Monsieur Goupil poursuivit l’éloge du Roger et de sa fille aînée. Le fracas d’un camion aux couleurs de la SANAL le distrait quelques instants. Il commenta : « Rien que quatre supérettes chez nous. Je me demande où on va ». Bientôt les petits magasins fermeraient et les gens iraient faire leurs achats dans un seul magasin, suffisamment grand pour offrir tout ce que le chaland avait besoin. Même le marché finirait par disparaître. La SANAL, Les Coop, Les Ecos et autres Spar n’étaient qu’un embryon. L’Oda n’y croyait pas : il faudra toujours des boucheries, des boulangeries, des magasins de vêtements, etc.
- Vous verrez, Oda. Moi, je serai sans doute mort, mais vous, vous connaîtrez cela. Un grand, très grand magasin où on trouve de tout et qui impose ses prix… Encore plus grand que le Prisunic de Nânci. On aura cela chez nous… Le monde change, Oda.
Mais, l’Oda avait une autre préoccupation :
- Z’avez vu, hier : un chauffard a renversé le Fanfan et a tout écrabouillé son vélo.
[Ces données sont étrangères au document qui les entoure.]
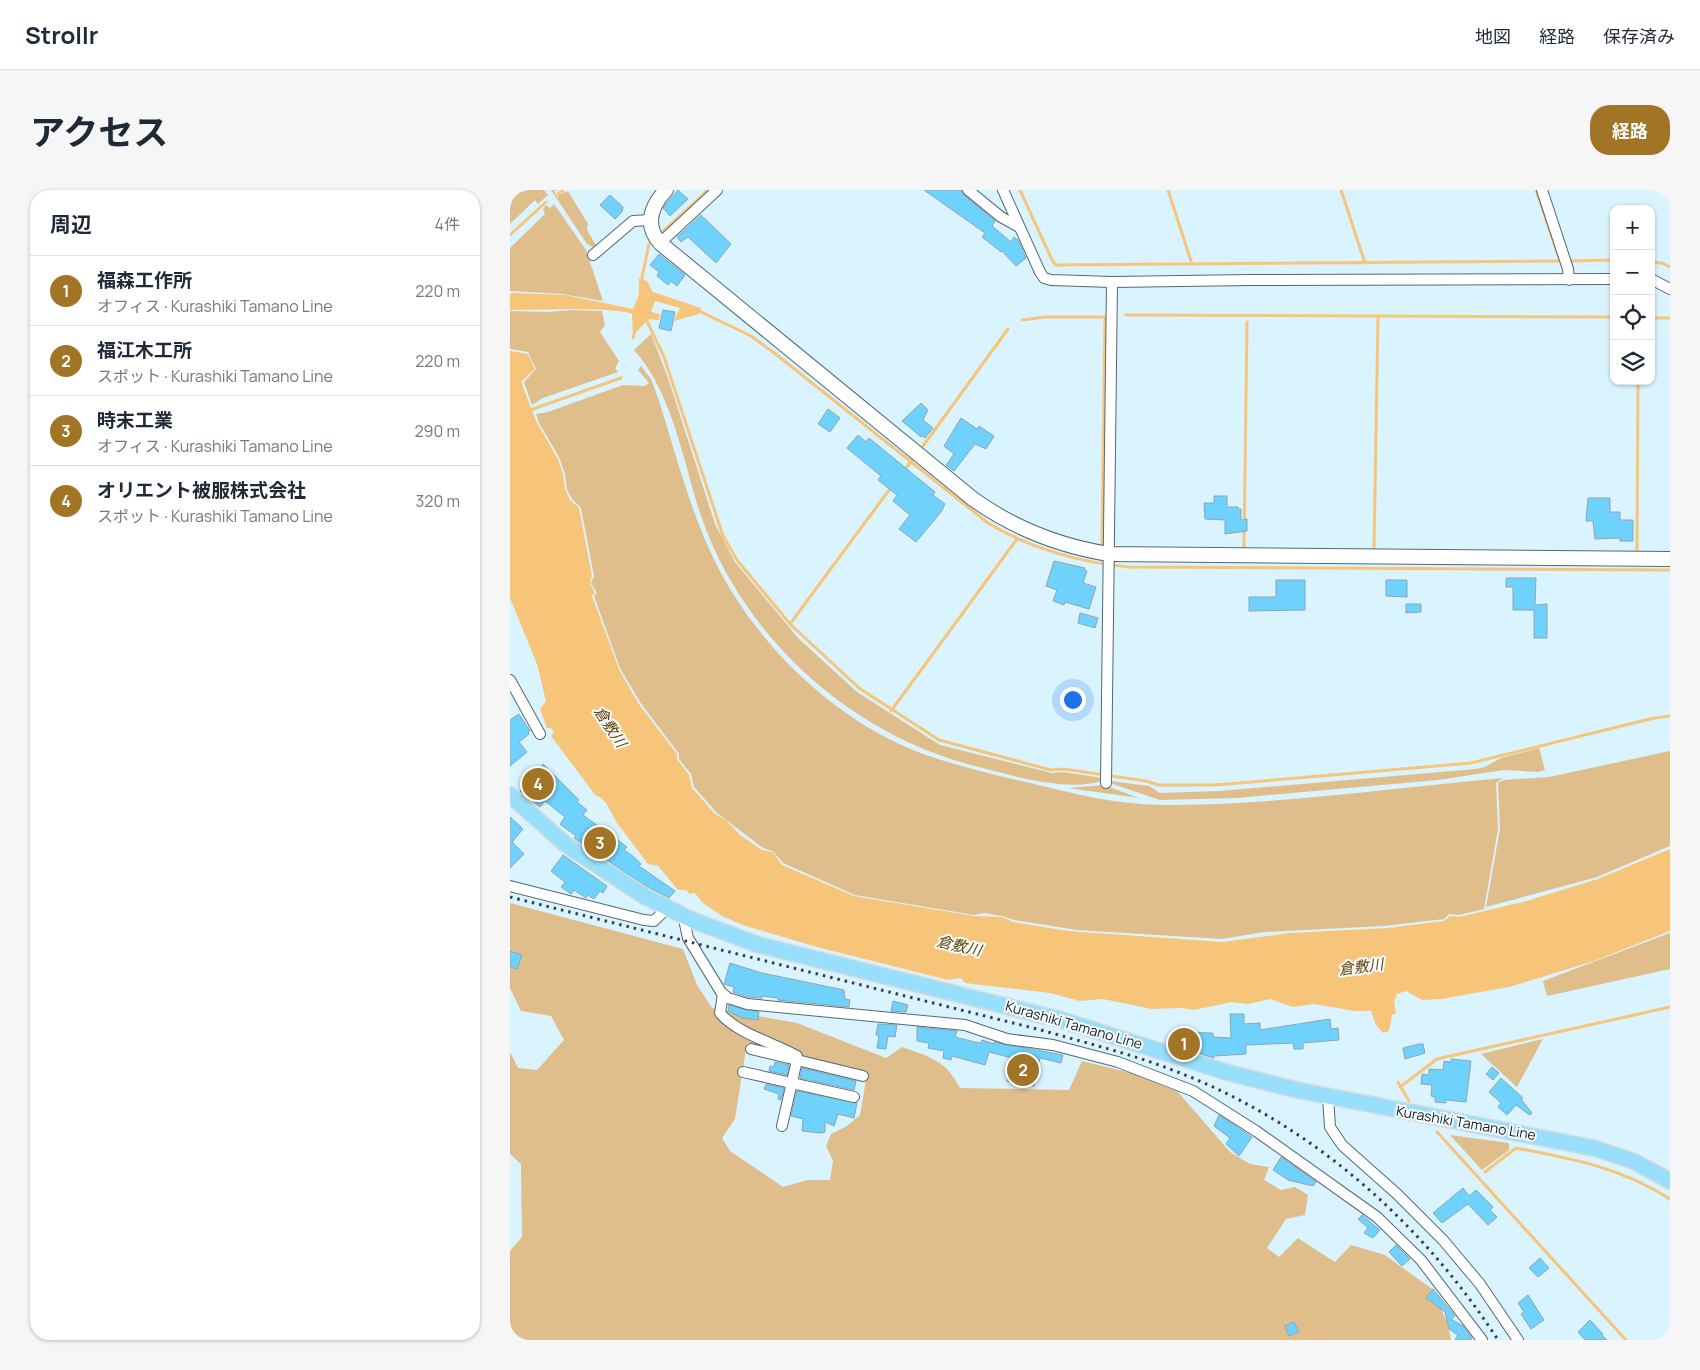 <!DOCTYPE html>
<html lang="ja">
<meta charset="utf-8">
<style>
:root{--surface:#fff;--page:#f6f6f7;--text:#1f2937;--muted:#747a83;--line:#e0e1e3;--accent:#a27526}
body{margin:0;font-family:Manrope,"Noto Sans JP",sans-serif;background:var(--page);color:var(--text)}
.controls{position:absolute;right:15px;top:15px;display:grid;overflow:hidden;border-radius:10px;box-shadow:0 1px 4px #0004}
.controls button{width:45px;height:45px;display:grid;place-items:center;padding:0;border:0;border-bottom:1px solid var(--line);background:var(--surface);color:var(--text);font:25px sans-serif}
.you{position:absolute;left:562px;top:509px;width:18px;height:18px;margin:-12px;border:4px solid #fff;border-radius:50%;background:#1a73e8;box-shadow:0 0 0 8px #1a73e833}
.badge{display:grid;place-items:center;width:32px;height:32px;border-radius:50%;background:var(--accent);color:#fff;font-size:16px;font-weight:700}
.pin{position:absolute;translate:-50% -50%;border:2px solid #fff;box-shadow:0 1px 5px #0006}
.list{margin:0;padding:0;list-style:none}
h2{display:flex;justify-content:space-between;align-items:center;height:65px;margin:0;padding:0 20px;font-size:21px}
h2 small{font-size:16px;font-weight:400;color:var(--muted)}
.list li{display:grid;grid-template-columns:32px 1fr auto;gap:15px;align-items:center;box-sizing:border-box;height:70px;padding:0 20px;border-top:1px solid var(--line)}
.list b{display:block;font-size:19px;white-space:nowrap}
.list p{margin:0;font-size:16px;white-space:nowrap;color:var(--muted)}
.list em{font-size:16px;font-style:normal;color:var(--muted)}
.icon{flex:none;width:28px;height:28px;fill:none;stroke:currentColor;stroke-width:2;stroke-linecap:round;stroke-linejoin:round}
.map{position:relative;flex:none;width:1160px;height:1150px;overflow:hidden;border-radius:20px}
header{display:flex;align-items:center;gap:30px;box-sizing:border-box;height:70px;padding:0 25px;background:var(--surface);border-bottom:1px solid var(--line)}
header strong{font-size:24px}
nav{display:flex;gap:28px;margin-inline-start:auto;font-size:18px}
.intro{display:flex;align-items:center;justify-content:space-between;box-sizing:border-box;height:120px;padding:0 30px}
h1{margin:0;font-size:35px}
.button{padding:12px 22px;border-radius:20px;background:var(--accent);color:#fff;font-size:18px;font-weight:700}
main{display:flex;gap:30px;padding:0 30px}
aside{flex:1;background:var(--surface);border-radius:20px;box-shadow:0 1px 4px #0004}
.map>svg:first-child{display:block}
.green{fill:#e0be8b;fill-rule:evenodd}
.water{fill:#f7c579}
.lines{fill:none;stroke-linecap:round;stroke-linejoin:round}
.stream{stroke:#f7c579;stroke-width:3}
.building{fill:#6ed2fc;stroke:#8ea6b1}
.street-casing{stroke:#536974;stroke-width:12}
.secondary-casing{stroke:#536974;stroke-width:16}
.primary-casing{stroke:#d9dbdb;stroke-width:18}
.street{stroke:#fff;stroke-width:10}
.secondary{stroke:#fff;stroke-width:14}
.primary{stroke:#98dffb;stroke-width:15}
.rail{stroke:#344046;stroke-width:3;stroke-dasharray:2.5 5;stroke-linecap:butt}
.labels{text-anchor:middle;stroke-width:4;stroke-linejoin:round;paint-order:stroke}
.street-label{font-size:14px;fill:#131c20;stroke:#f7fcff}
.water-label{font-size:15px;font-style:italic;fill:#654405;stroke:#f7fcff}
</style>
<header>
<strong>Strollr</strong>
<nav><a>地図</a><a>経路</a><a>保存済み</a></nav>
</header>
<div class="intro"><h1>アクセス</h1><a class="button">経路</a></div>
<main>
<aside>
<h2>周辺<small>4件</small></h2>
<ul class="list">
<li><span class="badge">1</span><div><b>福森工作所</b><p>オフィス · Kurashiki Tamano Line</p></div><em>220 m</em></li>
<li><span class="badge">2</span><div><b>福江木工所</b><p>スポット · Kurashiki Tamano Line</p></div><em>220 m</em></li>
<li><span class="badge">3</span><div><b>時末工業</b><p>オフィス · Kurashiki Tamano Line</p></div><em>290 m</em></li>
<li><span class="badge">4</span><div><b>オリエント被服株式会社</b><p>スポット · Kurashiki Tamano Line</p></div><em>320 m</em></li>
</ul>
</aside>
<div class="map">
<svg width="1160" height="1150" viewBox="0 0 1160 1150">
<rect width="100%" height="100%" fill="#d9f3ff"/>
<path class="green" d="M 0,0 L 34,0 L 38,5 L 28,14 L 25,10 L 0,34 Z
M 41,0 L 48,0 L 44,1 L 48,8 L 48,5 L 58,1 L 78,34 L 77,40 L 86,55 L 84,58 L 77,54 Z
M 44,14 L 76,60 L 93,111 L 52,104 L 0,101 L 0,58 L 35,24 L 33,19 L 36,15 L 40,18 Z
M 62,120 L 92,121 L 95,135 L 90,142 L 109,171 L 105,178 L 108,182 L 33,208 L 22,215 L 14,192 L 26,179 L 18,162 L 0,159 L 0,121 L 38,122 Z
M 141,144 L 158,188 L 205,334 L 225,372 L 288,448 L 347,502 L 430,555 L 542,583 L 554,582 L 592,588 L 591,591 C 556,603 493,583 458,574 C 336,541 230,443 190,323 C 173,270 162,202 124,160 Z
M 131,176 L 141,189 L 147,205 C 169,272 184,341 222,402 C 265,472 335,535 413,564 C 448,576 484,585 520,593 C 564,604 609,615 655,615 C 768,615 881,598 993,588 L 986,593 L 988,639 L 974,719 L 949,725 L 939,724 L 934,729 L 874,736 L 754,742 L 712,749 L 567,740 L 504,730 L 492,726 L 474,723 L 464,725 L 345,705 L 273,673 L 263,661 L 253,658 L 207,623 L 184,597 L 181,584 L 169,569 L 169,564 L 130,512 L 110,478 L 84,406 L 87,403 L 81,393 L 84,386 L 71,318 L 62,309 L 57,300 L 55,284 L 49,267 L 29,233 L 26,224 L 38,222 L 113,195 L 135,196 L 139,193 L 128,180 Z
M 1029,558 L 1035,580 L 1028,582 L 994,580 L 928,590 L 726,608 L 650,610 L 603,594 L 600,591 L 639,596 L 650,603 L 710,601 L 965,579 L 975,577 L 991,568 Z
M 1160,561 L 1160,656 L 1087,687 L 976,717 L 990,639 L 988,593 L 994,590 L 1039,587 Z
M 594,595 L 629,608 L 558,598 Z
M 0,713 L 173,759 L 187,795 L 202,818 L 287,833 L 376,868 L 392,857 C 420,867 436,870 450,898 L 559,900 L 572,871 L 621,883 L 668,902 L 720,962 L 740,974 L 759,977 L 754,990 L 771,1000 L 785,997 L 798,1005 L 795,1025 L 776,1029 L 757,1058 L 769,1067 L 788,1048 L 825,1072 L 841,1055 L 875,1065 L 922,1099 L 937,1132 L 941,1150 L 0,1150 L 0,1061 L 12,1047 L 11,974 L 0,964 L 0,862 L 8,878 L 27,880 L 54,850 L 41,826 L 11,821 L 0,798 ZM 237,853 L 357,884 L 350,925 L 337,936 L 321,944 L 316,956 L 323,971 L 320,990 L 297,990 L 273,997 L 220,961 L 212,948 L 225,929 Z
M 1160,743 L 1160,779 L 1037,806 L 1033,791 Z
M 1033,849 L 1007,897 L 971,864 Z
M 940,945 L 999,953 L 999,960 L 972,980 Z"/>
<path class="water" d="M 129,88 L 137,91 L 143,102 L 191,118 L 189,124 L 164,131 L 170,118 L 145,111 L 141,122 L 150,124 L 149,130 L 139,129 L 123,145 L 122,124 L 116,122 C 77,117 39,120 0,120 L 0,104 L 3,103 L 55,105 L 123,119 L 129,105 Z
M 0,161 L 18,164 L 25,179 L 12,191 L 13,197 L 27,233 L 48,269 L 53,284 L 55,299 L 60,310 L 69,318 L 82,386 L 80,393 L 85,403 L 82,406 L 109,479 L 128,513 L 167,564 L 167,569 L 179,585 L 182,598 L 205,624 L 216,630 L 230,645 L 252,660 L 263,662 L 272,675 L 344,706 L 464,726 L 492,727 L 503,732 L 558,741 L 712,752 L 780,743 L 878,738 L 934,731 L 940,726 L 949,727 L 1013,712 L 1088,689 L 1160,659 L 1160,741 L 1084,771 L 999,797 L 931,809 L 912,810 L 896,801 L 887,804 L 884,812 L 886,823 L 882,825 L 879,841 L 873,843 L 866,835 L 861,821 L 844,821 L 804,814 L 783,817 L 760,809 L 738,814 L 722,812 L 684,820 L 671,818 L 642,819 L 593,809 L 570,811 L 540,803 L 455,793 L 451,788 L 438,790 L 307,757 L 233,735 L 212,726 L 193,713 L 185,703 L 180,704 L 176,700 L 168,700 L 148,676 L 138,674 L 107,633 L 96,613 L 90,607 L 86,606 L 41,546 L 44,542 L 41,538 L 37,538 L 30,519 L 36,511 L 27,474 L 0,408 Z"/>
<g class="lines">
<path class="stream" d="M 510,0 L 542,70 L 546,75 L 1052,71
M 658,0 L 682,74
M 831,0 L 855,73
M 1026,0 L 1050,71
M 48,4 L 53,0
M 151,43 L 198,0
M 0,45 L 36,12
M 1058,71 L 1104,70
M 1141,72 L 1152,73 L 1160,77
M 133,92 L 132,87 L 139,54
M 187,120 L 241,146 L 263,162 L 478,333 C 519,358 571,373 619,377 L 1160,380
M 616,125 L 1104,127
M 1141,128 L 1160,128
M 136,129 L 154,167 L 213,346 L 227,370 L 280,434 L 349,498 L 429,550 L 541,580 L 554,579 L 636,591 L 649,595 L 705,595 L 764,590 L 961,573 L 1144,528 L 1160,526
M 512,130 L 535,127 L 595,127 L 592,355
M 123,148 L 125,141
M 20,220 L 111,188
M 413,256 L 498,139
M 394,281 L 402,270
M 734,358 L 737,132
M 864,359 L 868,126
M 1127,363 L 1128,191
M 280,434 L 382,296
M 381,521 L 507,349
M 888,892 L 899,911
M 890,897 L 927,869 L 1160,817
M 927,942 L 1116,1150
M 975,982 L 1006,958 C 1063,969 1110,977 1160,1009
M 1154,1150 L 1160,1144"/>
</g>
<path class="building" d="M 168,0 L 178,9 L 160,26 L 153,18 Z
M 414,0 L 451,0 L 454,5 L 485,31 L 482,36 L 501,52 L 504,47 L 508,50 L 516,68 L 506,76 L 492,61 L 491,62 L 472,47 L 475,43 Z
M 100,5 L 113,17 L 112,22 L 105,29 L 90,15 Z
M 191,25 L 221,54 L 206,73 L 178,47 L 171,52 L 167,47 Z
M 149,64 L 175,85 L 167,96 L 161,91 L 158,95 L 147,86 L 149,82 L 140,75 Z
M 153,120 L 165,122 L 161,141 L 149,138 Z
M 411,213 L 418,220 L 413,230 L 423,238 L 415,248 L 412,246 L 411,247 L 392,231 Z
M 318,219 L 330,228 L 320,242 L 308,234 Z
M 451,228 L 467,239 L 469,236 L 484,246 L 476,259 L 465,254 L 444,281 L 436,275 L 444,264 L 434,256 Z
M 348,245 L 356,252 L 359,248 L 425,302 L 423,305 L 435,314 L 431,322 L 406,352 L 389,339 L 400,325 L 383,311 L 387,305 L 368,290 L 371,286 L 337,258 Z
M 704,306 L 717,306 L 717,317 L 728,317 L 728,319 L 731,319 L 731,330 L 737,329 L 737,341 L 715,344 L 715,330 L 695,329 L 694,313 L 704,313 Z
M 1078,308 L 1100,308 L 1100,322 L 1110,322 L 1110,330 L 1123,330 L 1123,351 L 1110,351 L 1110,348 L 1085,349 L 1083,331 L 1076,331 Z
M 544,371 L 575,378 L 574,380 L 577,381 L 573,393 L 586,397 L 579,419 L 555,412 L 554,415 L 543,411 L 547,400 L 536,396 Z
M 996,388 L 1026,388 L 1025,415 L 1037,414 L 1037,448 L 1024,448 L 1024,420 L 1003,420 L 1003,397 L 996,397 Z
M 766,390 L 795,390 L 795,420 L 739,421 L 739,407 L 766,407 Z
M 876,390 L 897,390 L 897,407 L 876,406 Z
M 896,414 L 911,414 L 911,422 L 896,423 Z
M 570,423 L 588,428 L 585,438 L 568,433 Z
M 9,524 L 20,541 L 18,543 L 19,544 L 9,552 L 17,562 L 0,576 L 0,530 Z
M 33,574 L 69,610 L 67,612 L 77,620 L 73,625 L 117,657 L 114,660 L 124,667 L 131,674 L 129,676 L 165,701 L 159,708 L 132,694 L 64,648 L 66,646 L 50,634 L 55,627 L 35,611 L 30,617 L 10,601 Z
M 0,627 L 13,639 L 2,652 L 14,664 L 0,678 Z
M 53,665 L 97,696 L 93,703 L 90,701 L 84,709 L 78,705 L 76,708 L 64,700 L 61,704 L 51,697 L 55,692 L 41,681 Z
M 0,761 L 12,765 L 7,779 L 0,777 Z
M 220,773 L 252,783 L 334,800 L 335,809 L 340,810 L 339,817 L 268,810 L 268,808 L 252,806 L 252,808 L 238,807 L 223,802 L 224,797 L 214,794 Z
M 383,811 L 398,815 L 396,822 L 381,821 Z
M 219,815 L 249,822 L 248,830 L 232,828 L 218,821 Z
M 720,824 L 734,824 L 734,834 L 750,833 L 750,840 L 820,829 L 821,839 L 828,838 L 829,850 L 793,853 L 793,859 L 784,859 L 783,853 L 736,855 L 736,864 L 704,866 L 704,868 L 674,859 L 674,856 L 661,855 L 662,842 L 703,843 L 703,847 L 721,848 Z
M 368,834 L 387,835 L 385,847 L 378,846 L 376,859 L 367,858 L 369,845 L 366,845 Z
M 407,837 L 447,841 L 445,847 L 465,852 L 471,853 L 472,850 L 484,854 L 484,852 L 553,865 L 551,873 L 530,868 L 524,896 L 497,891 L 502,868 L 479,862 L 475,875 L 442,866 L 441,870 L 433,868 L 434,861 L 418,858 L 419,853 L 407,851 Z
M 909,854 L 913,854 L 915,863 L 895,869 L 893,858 Z
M 941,869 L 961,871 L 956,912 L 936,910 L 936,913 L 925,912 L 925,907 L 921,906 L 922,895 L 911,894 L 912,884 L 919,885 L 919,879 L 933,880 L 934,871 L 941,872 Z
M 265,872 L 279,875 L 277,885 L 259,881 L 260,876 L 264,877 Z
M 982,877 L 989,883 L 983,890 L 976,884 Z
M 292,878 L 346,891 L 344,900 L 290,888 Z
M 991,888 L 1013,908 L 1011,909 L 1022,923 L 1020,925 L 1006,915 L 997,925 L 988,917 L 991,913 L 979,902 Z
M 256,894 L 274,898 L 271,910 L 268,909 L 269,904 L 254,899 Z
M 287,901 L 347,913 L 344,928 L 328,924 L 324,936 L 315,932 L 315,942 L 311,943 L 292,941 L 293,929 L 281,926 Z
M 709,925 L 742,947 L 729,966 L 716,954 L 720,948 L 704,936 Z
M 771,967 L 806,992 L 803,996 L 778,990 L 763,980 Z
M 953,998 L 959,1006 L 966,1000 L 983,1017 L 980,1020 L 987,1027 L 978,1035 L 958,1014 L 932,1033 L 923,1023 Z
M 852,1025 L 870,1040 L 863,1048 L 854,1043 L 858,1038 L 848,1029 Z
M 886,1055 L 900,1069 L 892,1076 L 879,1062 Z
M 1030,1068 L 1039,1078 L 1028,1087 L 1019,1078 Z
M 923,1099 L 945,1126 L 941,1129 L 953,1136 L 962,1148 L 961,1150 L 945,1150 L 948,1145 L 939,1139 L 935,1122 L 916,1108 Z
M 1018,1105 L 1034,1130 L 1021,1139 L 1011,1124 L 1014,1122 L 1008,1113 Z
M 1080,1130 L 1093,1144 L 1092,1145 L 1097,1150 L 1075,1150 L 1068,1142 Z
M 784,1132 L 789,1142 L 779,1146 L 775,1136 Z"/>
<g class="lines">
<g class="street-casing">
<path id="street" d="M 458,0 L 491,27 L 509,37
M 493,0 L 530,82 L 534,88 L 541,90 L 602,92 L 740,90 L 1104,89
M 1032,0 L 1058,79 L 1059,90
M 150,53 L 207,0
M 83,65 L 123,31 L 140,30
M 1141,89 L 1160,99
M 0,490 L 30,544
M 596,593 L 602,92
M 0,696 L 134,730 L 144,731 L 157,718
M 173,725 L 178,748 L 211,802 L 218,808 L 237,814 L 455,835 L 497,849 L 543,855 L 608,872 L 683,901 L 746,941 L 867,1027 L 911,1070 L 972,1150
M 213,804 L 210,823 C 226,843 264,853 287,866 L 287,870 L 353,886
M 241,859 L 287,870 L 272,936
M 233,882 L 344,907
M 818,907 L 820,937 L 832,955 L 887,1004 L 933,1050 L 970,1094 L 1008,1150"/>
</g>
<g class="secondary-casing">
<path id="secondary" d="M 156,0 C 141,16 134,35 150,53 L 463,309 C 505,339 549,356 599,364 L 1160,369"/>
</g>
<g class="primary-casing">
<path id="primary" d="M 0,605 L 55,654 L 134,706 L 182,730 L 249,755 L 552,830 L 716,882 L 787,900 L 1084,958 L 1123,971 L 1160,991"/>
</g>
<use href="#street" class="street"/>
<use href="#secondary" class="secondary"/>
<use href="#primary" class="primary"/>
<path class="rail" d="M 0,707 L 531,840 C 576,853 622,864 665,881 C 799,932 911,1031 988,1150"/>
</g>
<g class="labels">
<g class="street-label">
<text transform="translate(564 835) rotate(16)" y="5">Kurashiki Tamano Line</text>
<text transform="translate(956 933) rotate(10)" y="5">Kurashiki Tamano Line</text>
</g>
<g class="water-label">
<text transform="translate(100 537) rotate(57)" y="5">倉敷川</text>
<text transform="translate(449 756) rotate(13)" y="5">倉敷川</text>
<text transform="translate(851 777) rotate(-7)" y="5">倉敷川</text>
</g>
</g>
</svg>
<div class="controls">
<button>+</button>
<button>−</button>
<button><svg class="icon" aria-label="locate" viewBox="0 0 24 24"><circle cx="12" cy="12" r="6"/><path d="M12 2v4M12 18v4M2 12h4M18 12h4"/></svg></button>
<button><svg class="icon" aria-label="layers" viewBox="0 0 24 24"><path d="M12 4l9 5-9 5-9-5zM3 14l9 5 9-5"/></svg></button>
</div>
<div class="you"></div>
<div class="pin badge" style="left:674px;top:854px">1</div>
<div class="pin badge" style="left:513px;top:880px">2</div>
<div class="pin badge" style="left:90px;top:653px">3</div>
<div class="pin badge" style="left:28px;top:594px">4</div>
</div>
</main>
- Le Fanfan s’est fait renversé, oui. Mais, je n’ai point entendu dire que son vélo était écrabouillé. La voiture roulait trop vite, il a pris son virage un peu trop serré et a renversé le Fanfan.
- L’est pas blessé, au moins, le Fanfan ?
- Pas à ma connaissance. Le chauffard s’est enfui.
- Y’a de plus en plus de voitures. Avant, on était plus tranquille.
- Vous savez Oda, au temps des chevaux, il y en avait aussi des accidents.
- Moins…
- Je n’en suis point sûr. Et vous verrez, il y aura de plus en plus d’automobiles. Et de plus en plus d’accidents.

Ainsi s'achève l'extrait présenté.